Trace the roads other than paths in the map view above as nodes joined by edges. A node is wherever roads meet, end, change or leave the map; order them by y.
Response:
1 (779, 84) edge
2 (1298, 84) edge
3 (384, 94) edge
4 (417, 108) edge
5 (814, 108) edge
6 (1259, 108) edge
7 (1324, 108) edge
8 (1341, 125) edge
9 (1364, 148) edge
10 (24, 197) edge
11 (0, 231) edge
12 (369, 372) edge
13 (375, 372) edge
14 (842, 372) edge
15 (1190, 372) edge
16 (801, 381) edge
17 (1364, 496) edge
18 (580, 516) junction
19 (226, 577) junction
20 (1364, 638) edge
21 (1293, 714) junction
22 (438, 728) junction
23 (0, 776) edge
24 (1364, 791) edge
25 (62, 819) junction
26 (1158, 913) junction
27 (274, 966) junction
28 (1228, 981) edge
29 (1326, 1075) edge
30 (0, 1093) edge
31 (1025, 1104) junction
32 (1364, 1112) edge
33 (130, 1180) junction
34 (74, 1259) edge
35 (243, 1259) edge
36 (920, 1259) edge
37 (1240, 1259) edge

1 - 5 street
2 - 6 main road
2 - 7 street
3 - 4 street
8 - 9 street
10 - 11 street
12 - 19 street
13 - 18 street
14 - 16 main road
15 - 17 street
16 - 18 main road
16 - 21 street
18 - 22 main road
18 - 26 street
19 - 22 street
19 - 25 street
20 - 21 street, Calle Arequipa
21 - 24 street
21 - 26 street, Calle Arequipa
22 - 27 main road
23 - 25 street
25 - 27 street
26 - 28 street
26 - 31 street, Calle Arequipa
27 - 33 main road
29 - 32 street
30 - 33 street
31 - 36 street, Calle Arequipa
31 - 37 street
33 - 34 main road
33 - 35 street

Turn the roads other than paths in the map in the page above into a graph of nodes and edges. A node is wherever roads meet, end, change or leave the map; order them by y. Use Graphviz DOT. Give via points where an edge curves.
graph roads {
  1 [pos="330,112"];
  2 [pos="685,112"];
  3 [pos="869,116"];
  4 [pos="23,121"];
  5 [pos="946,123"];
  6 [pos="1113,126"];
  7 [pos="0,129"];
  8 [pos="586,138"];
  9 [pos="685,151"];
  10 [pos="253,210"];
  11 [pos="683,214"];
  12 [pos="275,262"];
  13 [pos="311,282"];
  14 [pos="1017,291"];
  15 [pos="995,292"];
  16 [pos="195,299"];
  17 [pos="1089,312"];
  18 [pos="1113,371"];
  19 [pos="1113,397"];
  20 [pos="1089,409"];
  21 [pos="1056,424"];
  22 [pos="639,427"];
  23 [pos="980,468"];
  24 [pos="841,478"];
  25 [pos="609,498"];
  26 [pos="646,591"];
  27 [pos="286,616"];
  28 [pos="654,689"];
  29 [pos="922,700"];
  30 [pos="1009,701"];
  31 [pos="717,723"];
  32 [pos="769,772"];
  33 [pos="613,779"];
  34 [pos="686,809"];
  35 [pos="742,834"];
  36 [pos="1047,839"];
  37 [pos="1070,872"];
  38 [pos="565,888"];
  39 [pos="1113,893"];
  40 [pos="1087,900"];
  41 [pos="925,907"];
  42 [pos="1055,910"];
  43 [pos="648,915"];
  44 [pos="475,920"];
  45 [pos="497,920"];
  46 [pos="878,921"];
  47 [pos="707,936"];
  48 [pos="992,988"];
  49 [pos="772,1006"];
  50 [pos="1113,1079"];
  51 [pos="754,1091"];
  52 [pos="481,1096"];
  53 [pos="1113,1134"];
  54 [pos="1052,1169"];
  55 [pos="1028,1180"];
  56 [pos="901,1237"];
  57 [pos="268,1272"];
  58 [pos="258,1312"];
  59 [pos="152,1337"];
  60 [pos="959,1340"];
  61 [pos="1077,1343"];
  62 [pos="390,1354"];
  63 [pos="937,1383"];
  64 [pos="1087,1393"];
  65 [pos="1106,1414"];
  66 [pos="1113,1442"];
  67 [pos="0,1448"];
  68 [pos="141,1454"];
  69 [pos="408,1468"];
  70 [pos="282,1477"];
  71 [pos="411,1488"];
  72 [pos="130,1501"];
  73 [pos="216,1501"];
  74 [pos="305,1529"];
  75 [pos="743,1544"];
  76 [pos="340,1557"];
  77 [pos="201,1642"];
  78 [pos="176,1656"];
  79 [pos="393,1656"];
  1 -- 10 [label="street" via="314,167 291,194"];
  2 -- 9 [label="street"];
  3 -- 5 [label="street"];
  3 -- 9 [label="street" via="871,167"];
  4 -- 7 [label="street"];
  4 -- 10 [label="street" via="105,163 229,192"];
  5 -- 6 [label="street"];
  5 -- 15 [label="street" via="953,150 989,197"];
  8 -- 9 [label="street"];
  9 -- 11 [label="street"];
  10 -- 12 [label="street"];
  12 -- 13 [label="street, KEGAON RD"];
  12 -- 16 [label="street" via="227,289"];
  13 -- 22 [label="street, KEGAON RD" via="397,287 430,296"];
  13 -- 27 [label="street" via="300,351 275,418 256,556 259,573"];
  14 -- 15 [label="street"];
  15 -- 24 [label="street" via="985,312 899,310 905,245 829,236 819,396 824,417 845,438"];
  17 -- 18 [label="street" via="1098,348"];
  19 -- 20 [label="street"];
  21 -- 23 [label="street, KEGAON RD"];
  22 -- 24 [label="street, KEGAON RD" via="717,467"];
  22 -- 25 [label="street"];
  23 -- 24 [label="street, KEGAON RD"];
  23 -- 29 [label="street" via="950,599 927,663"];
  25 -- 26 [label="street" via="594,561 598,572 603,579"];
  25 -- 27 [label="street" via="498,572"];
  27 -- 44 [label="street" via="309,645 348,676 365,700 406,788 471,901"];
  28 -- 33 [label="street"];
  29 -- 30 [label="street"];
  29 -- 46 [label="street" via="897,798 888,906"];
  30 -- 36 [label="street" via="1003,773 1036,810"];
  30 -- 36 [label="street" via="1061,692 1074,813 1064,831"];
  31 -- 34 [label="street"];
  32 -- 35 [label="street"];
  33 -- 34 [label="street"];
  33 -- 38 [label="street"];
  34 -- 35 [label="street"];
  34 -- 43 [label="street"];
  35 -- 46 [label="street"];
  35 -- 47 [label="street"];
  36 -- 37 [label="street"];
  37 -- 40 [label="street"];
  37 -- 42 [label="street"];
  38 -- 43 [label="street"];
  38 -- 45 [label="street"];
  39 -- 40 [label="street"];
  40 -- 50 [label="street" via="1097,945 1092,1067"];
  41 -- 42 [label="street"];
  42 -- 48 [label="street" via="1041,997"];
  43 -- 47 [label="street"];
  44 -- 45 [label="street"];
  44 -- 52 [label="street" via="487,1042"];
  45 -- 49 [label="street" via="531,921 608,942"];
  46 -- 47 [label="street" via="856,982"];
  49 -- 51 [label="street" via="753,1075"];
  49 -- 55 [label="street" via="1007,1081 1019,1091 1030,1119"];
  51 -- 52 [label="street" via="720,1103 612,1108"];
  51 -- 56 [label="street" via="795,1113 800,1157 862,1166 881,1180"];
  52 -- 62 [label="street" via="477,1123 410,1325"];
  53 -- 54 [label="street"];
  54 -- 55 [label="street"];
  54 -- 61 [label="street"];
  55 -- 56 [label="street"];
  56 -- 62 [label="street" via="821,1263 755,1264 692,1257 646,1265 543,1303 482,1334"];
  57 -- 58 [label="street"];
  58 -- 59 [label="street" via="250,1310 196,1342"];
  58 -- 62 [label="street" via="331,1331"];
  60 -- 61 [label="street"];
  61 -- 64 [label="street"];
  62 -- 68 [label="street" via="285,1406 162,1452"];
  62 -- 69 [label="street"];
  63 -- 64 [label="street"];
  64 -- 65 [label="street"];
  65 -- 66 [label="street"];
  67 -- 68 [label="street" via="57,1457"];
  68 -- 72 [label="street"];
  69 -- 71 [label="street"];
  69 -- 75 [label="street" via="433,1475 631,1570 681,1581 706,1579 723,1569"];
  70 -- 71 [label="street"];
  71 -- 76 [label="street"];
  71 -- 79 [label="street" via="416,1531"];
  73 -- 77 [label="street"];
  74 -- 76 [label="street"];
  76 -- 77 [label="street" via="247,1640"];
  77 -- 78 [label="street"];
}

ABOUT THIS TASK: The lines to report are those in the material above that contain the word "KEGAON"; copy every one of them.

EXERCISE RESULT:
  12 -- 13 [label="street, KEGAON RD"];
  13 -- 22 [label="street, KEGAON RD" via="397,287 430,296"];
  21 -- 23 [label="street, KEGAON RD"];
  22 -- 24 [label="street, KEGAON RD" via="717,467"];
  23 -- 24 [label="street, KEGAON RD"];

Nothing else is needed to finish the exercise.